Dataset records
☆ ☆ ☆ ☆ ☆
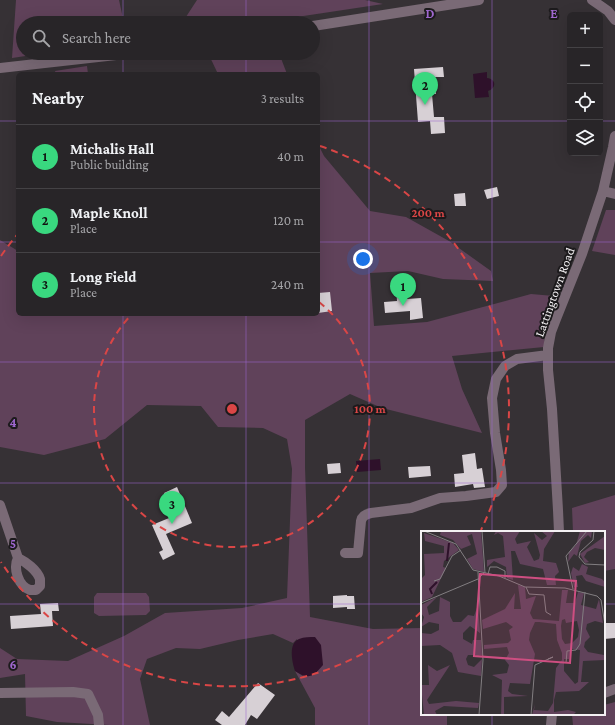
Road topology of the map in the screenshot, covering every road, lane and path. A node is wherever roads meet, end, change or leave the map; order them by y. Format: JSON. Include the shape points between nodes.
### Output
{"nodes":[{"id":1,"x":479,"y":0,"type":"edge"},
{"id":2,"x":592,"y":0,"type":"edge"},
{"id":3,"x":615,"y":20,"type":"edge"},
{"id":4,"x":320,"y":25,"type":"edge"},
{"id":5,"x":71,"y":60,"type":"edge"},
{"id":6,"x":0,"y":68,"type":"edge"},
{"id":7,"x":615,"y":136,"type":"edge"},
{"id":8,"x":603,"y":191,"type":"junction"},
{"id":9,"x":615,"y":194,"type":"edge"},
{"id":10,"x":548,"y":355,"type":"junction"},
{"id":11,"x":0,"y":505,"type":"edge"},
{"id":12,"x":559,"y":531,"type":"edge"},
{"id":13,"x":345,"y":553,"type":"dead end"},
{"id":14,"x":18,"y":558,"type":"dead end"},
{"id":15,"x":615,"y":689,"type":"edge"},
{"id":16,"x":605,"y":692,"type":"edge"},
{"id":17,"x":0,"y":693,"type":"edge"},
{"id":18,"x":98,"y":725,"type":"edge"}],
"edges":[{"from":1,"to":4,"type":"street"},
{"from":2,"to":3,"type":"street","via":[[608,11]]},
{"from":5,"to":6,"type":"street"},
{"from":7,"to":8,"type":"street","name":"Lattingtown Road"},
{"from":8,"to":9,"type":"street"},
{"from":8,"to":10,"type":"street","name":"Lattingtown Road","via":[[582,254],[551,332]]},
{"from":10,"to":12,"type":"street","name":"Lattingtown Road"},
{"from":10,"to":13,"type":"street","via":[[518,359],[505,366],[496,379],[492,398],[502,485],[496,492],[440,498],[411,508],[367,514],[361,521],[358,553]]},
{"from":11,"to":14,"type":"street"},
{"from":15,"to":16,"type":"street"},
{"from":17,"to":18,"type":"street","via":[[88,694],[98,716]]}]}
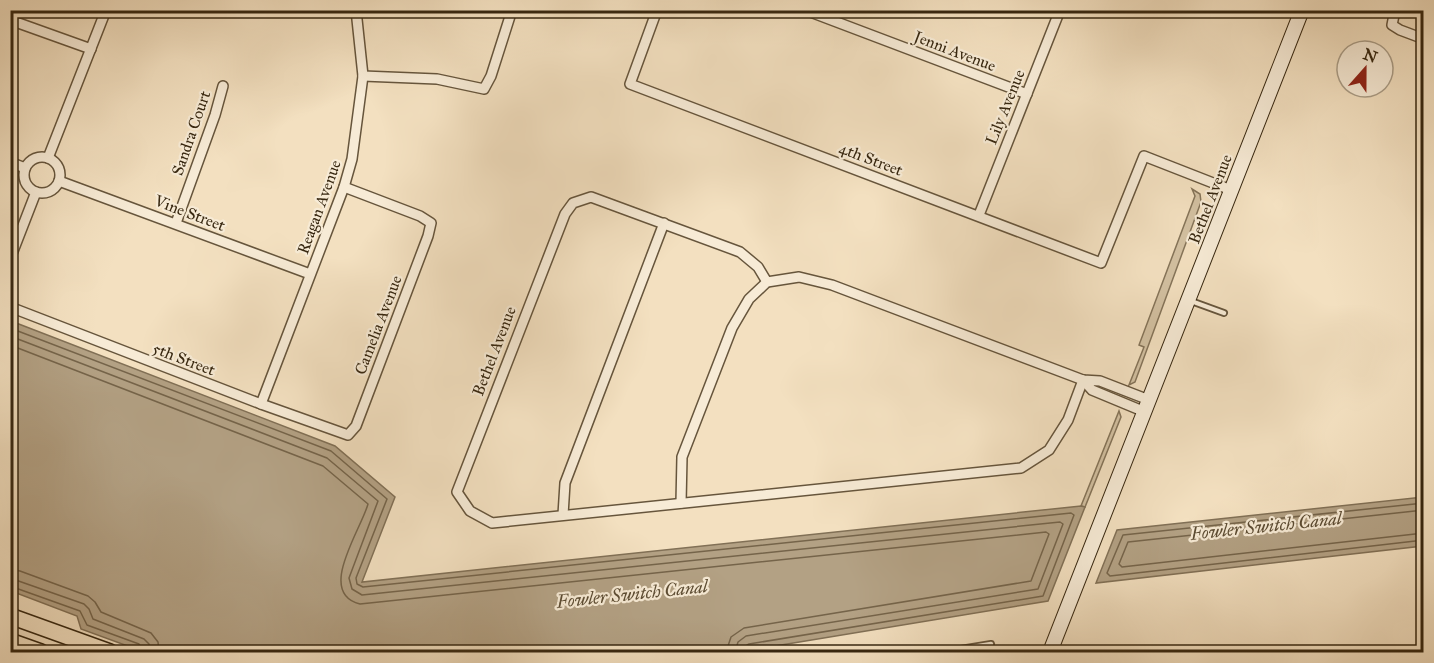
☆ ☆ ☆ ☆ ☆
_What you have to do:_ Your answer must be the records above, word for word, with every picture left out.

_Response:_
Road topology of the map in the screenshot, covering every road, lane and path. A node is wherever roads meet, end, change or leave the map; order them by y. Format: JSON. Include the shape points between nodes.
### Output
{"nodes":[{"id":1,"x":479,"y":0,"type":"edge"},
{"id":2,"x":592,"y":0,"type":"edge"},
{"id":3,"x":615,"y":20,"type":"edge"},
{"id":4,"x":320,"y":25,"type":"edge"},
{"id":5,"x":71,"y":60,"type":"edge"},
{"id":6,"x":0,"y":68,"type":"edge"},
{"id":7,"x":615,"y":136,"type":"edge"},
{"id":8,"x":603,"y":191,"type":"junction"},
{"id":9,"x":615,"y":194,"type":"edge"},
{"id":10,"x":548,"y":355,"type":"junction"},
{"id":11,"x":0,"y":505,"type":"edge"},
{"id":12,"x":559,"y":531,"type":"edge"},
{"id":13,"x":345,"y":553,"type":"dead end"},
{"id":14,"x":18,"y":558,"type":"dead end"},
{"id":15,"x":615,"y":689,"type":"edge"},
{"id":16,"x":605,"y":692,"type":"edge"},
{"id":17,"x":0,"y":693,"type":"edge"},
{"id":18,"x":98,"y":725,"type":"edge"}],
"edges":[{"from":1,"to":4,"type":"street"},
{"from":2,"to":3,"type":"street","via":[[608,11]]},
{"from":5,"to":6,"type":"street"},
{"from":7,"to":8,"type":"street","name":"Lattingtown Road"},
{"from":8,"to":9,"type":"street"},
{"from":8,"to":10,"type":"street","name":"Lattingtown Road","via":[[582,254],[551,332]]},
{"from":10,"to":12,"type":"street","name":"Lattingtown Road"},
{"from":10,"to":13,"type":"street","via":[[518,359],[505,366],[496,379],[492,398],[502,485],[496,492],[440,498],[411,508],[367,514],[361,521],[358,553]]},
{"from":11,"to":14,"type":"street"},
{"from":15,"to":16,"type":"street"},
{"from":17,"to":18,"type":"street","via":[[88,694],[98,716]]}]}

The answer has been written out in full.